Imagine my surprise when I learned that this was a definition written by Ambrose Bierce in his The Devil’s Dictionary which was presented to me last week.
Flicking through it, I came across some delightful one-liners: "Love is a temporary insanity curable by marriage. A lawyer is one skilled in circumvention of the law". (Quoting them at dinner parties would earn you a lot of brownie points). But it isn’t just a collection of cynical and misogynous remarks: The Dictionary is one of the most provocative studies of human mind -- and human nature. To give you an example of Bierce’s sharp, sardonic humour, this is how he defines ‘Logic’:
"LOGIC, n: The art of thinking and reasoning in strict accordance with the limitations and incapacities of the human misunderstanding. The basis of logic is the syllogism, consisting of a major and a minor premise and a conclusion -- thus:
Major Premise: Sixty men can do a piece of work sixty times as quickly as one man.

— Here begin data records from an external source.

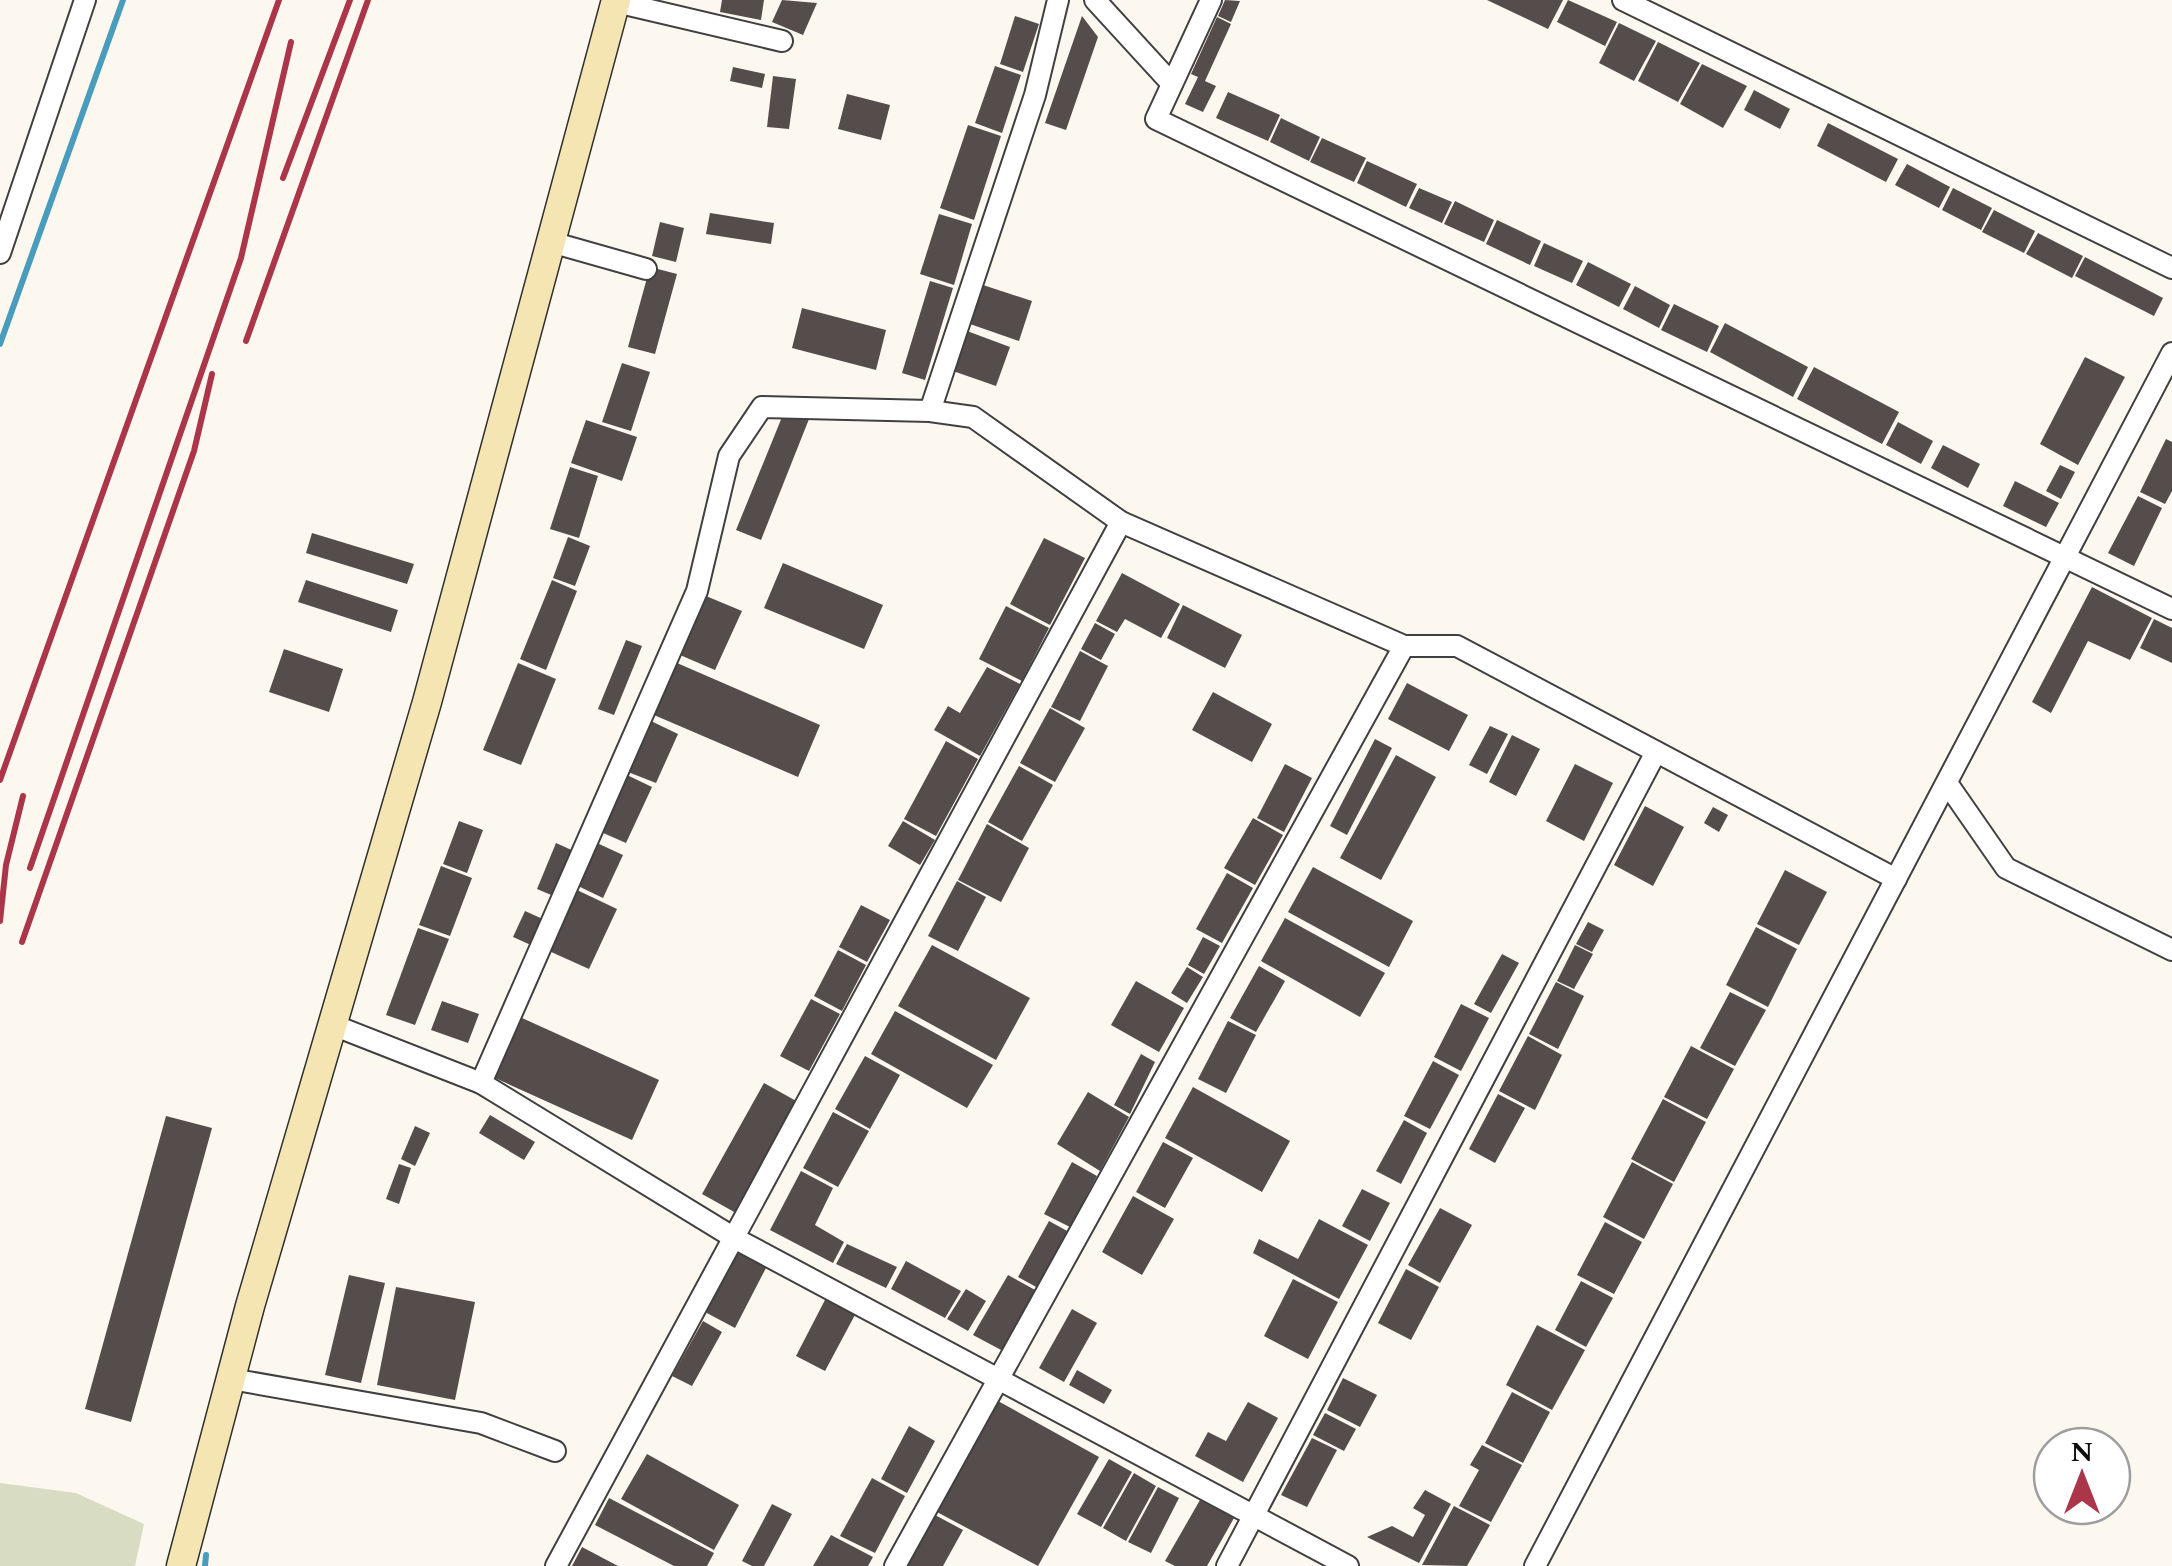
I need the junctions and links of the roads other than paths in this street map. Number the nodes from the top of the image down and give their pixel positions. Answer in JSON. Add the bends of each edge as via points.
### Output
{"nodes":[{"id":1,"x":85,"y":0,"type":"edge"},
{"id":2,"x":1058,"y":0,"type":"edge"},
{"id":3,"x":1095,"y":0,"type":"edge"},
{"id":4,"x":1211,"y":0,"type":"edge"},
{"id":5,"x":1622,"y":0,"type":"edge"},
{"id":6,"x":616,"y":1,"type":"edge"},
{"id":7,"x":782,"y":41,"type":"dead end"},
{"id":8,"x":1172,"y":84,"type":"junction"},
{"id":9,"x":551,"y":242,"type":"junction"},
{"id":10,"x":0,"y":253,"type":"edge"},
{"id":11,"x":2172,"y":268,"type":"edge"},
{"id":12,"x":646,"y":269,"type":"dead end"},
{"id":13,"x":2172,"y":353,"type":"edge"},
{"id":14,"x":930,"y":411,"type":"junction"},
{"id":15,"x":1121,"y":522,"type":"junction"},
{"id":16,"x":2065,"y":557,"type":"junction"},
{"id":17,"x":2172,"y":609,"type":"edge"},
{"id":18,"x":1404,"y":646,"type":"junction"},
{"id":19,"x":1656,"y":752,"type":"junction"},
{"id":20,"x":1946,"y":783,"type":"junction"},
{"id":21,"x":1896,"y":879,"type":"junction"},
{"id":22,"x":2172,"y":950,"type":"edge"},
{"id":23,"x":334,"y":1025,"type":"junction"},
{"id":24,"x":481,"y":1083,"type":"junction"},
{"id":25,"x":736,"y":1239,"type":"junction"},
{"id":26,"x":231,"y":1379,"type":"junction"},
{"id":27,"x":1000,"y":1380,"type":"junction"},
{"id":28,"x":556,"y":1451,"type":"dead end"},
{"id":29,"x":1254,"y":1516,"type":"junction"},
{"id":30,"x":181,"y":1566,"type":"edge"},
{"id":31,"x":556,"y":1566,"type":"edge"},
{"id":32,"x":895,"y":1566,"type":"edge"},
{"id":33,"x":1226,"y":1566,"type":"edge"},
{"id":34,"x":1348,"y":1566,"type":"edge"},
{"id":35,"x":1536,"y":1566,"type":"edge"}],
"edges":[{"from":1,"to":10,"type":"street"},
{"from":2,"to":14,"type":"street","via":[[1035,95]]},
{"from":3,"to":8,"type":"street"},
{"from":4,"to":8,"type":"street"},
{"from":5,"to":11,"type":"street"},
{"from":6,"to":7,"type":"street"},
{"from":6,"to":9,"type":"main road"},
{"from":8,"to":16,"type":"street","via":[[1156,120]]},
{"from":9,"to":12,"type":"street"},
{"from":9,"to":23,"type":"main road"},
{"from":13,"to":16,"type":"street"},
{"from":14,"to":15,"type":"street","via":[[973,417]]},
{"from":14,"to":24,"type":"street","via":[[762,408],[729,456],[697,591]]},
{"from":15,"to":18,"type":"street"},
{"from":15,"to":25,"type":"street"},
{"from":16,"to":17,"type":"street"},
{"from":16,"to":20,"type":"street"},
{"from":18,"to":19,"type":"street","via":[[1457,646]]},
{"from":18,"to":27,"type":"street"},
{"from":19,"to":21,"type":"street"},
{"from":19,"to":29,"type":"street"},
{"from":20,"to":21,"type":"street"},
{"from":20,"to":22,"type":"street","via":[[2006,868]]},
{"from":21,"to":35,"type":"street"},
{"from":23,"to":24,"type":"street"},
{"from":23,"to":26,"type":"main road"},
{"from":24,"to":25,"type":"street"},
{"from":25,"to":27,"type":"street"},
{"from":25,"to":31,"type":"street"},
{"from":26,"to":28,"type":"street","via":[[481,1423]]},
{"from":26,"to":30,"type":"main road"},
{"from":27,"to":29,"type":"street"},
{"from":27,"to":32,"type":"street"},
{"from":29,"to":33,"type":"street"},
{"from":29,"to":34,"type":"street"}]}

Minor Premise: one man can dig a post-hole in sixty seconds; therefore -
Conclusion: sixty men can dig a post-hole in one second.
This may be called the syllogism arithmetical, in which, by combining logic and mathematics we obtain a double certainty and are twice blessed".
In the literary annals of North America, Ambrose Bierce was a mystery man. He did not go to a university; he went to a school where he was unhappy. Untutored and unschooled, he gained a huge reputation as a major creative writer. He was even dubbed as the American Oscar Wilde. At the height of his fame he disappeared into thin air.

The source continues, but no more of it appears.